The witnessing of male subjugation is passed down from generation to generation and the impact on the male psyche is deeply damaging. That nothing has changed for the majority of black men in South Africa 20 years into independence has created widespread frustration, depression, anger and rage. This is often turned onto the women and children in this post-apocalyptic landscape of neo-colonialist destruction. It often finds its expression in crime and xenophobia and other social ills. Until we deal with the root cause of these social ills we will continue to see the black male body being brutalised, oppressed, restrained and killed in public. The legacy of trauma will continue to be passed down from grandfather to father and to son. That legacy will continue to make victims of other people.
That there are so many black men who remain sane and non-violent under these conditions is a phenomenon that is worthy of acknowledgment.
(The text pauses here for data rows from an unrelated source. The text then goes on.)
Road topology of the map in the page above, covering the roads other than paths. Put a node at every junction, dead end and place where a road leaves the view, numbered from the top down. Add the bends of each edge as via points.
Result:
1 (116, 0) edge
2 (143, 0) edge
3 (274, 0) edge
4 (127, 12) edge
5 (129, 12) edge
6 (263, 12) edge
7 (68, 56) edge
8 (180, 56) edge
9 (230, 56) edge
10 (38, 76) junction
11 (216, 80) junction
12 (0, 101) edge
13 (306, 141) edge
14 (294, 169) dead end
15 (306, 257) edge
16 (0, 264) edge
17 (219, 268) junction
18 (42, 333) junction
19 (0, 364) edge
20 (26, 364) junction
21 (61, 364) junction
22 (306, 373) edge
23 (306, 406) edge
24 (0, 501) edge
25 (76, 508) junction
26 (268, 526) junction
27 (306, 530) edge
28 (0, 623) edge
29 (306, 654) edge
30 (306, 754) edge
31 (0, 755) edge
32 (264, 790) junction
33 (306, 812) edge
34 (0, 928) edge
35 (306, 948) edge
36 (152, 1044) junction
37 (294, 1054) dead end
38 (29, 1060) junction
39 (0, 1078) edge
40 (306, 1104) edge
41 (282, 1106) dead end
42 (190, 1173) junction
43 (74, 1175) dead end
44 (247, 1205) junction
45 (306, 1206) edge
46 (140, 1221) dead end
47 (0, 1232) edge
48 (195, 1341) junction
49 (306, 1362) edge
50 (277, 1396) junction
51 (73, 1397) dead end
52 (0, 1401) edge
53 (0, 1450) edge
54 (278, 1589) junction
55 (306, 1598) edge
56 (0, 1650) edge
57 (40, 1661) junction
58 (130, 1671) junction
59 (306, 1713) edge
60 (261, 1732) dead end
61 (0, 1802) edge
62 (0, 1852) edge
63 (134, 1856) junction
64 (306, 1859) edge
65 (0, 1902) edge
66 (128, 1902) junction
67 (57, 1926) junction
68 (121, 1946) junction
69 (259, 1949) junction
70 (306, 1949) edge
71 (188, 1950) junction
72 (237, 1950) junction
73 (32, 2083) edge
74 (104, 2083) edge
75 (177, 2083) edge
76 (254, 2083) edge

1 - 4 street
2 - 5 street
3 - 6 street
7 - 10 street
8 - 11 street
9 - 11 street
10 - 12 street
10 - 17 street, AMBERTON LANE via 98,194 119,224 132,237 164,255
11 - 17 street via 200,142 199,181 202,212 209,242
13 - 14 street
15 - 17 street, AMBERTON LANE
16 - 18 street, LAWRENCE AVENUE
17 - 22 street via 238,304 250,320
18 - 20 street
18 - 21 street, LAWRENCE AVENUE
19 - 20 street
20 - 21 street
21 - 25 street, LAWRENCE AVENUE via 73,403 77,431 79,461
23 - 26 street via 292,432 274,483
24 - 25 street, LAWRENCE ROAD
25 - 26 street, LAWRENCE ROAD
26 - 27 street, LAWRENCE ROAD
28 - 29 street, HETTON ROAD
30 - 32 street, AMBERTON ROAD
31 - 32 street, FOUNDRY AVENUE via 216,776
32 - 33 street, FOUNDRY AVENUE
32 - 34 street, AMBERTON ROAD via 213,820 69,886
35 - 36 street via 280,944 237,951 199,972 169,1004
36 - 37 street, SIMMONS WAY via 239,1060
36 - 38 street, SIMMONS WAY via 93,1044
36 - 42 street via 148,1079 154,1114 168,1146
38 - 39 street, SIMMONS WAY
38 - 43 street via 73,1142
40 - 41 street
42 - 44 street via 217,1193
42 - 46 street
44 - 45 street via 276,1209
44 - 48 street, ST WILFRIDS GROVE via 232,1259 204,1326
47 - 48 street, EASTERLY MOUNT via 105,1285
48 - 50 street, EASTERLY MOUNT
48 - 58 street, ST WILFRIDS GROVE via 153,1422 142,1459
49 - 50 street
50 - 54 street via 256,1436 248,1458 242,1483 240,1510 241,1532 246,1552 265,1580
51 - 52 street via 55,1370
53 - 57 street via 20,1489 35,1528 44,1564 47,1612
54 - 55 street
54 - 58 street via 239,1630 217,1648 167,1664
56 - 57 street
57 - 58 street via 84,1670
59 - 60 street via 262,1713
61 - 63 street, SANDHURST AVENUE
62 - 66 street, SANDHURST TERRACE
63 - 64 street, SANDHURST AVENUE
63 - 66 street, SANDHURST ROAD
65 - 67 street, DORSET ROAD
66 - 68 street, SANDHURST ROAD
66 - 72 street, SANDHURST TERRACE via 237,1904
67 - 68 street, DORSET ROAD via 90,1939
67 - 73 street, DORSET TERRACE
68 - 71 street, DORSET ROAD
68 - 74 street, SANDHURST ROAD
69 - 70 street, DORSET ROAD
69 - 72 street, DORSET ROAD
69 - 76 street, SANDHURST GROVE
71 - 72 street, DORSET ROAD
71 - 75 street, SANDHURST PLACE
Yet it is the least acknowledged aspect of the disenfranchised black male psyche.
Our society has to recognise its role in this creation of the “demonised” black male. It has to recognise that black men, like all humans, are not inherently bad, enraged or out of control rapists — as often depicted. The working class black male has been dealt a raw blow in South Africa. The slave wage paid to the working black man makes life untenable and is emasculating as they are denied the chance to look after their families. Those who are unemployed are expendable — thrown to the outskirts of society with no hope of gaining employment in the current economic climate.
It is time to start recognising the reality of disenfranchisement. It is time to stop blaming and alienating the poor and to start to acknowledge that until we have a situation that offers equality for all nothing will change for anyone in South Africa. People need jobs, they need housing, they need a fighting chance to survive in a dignified life.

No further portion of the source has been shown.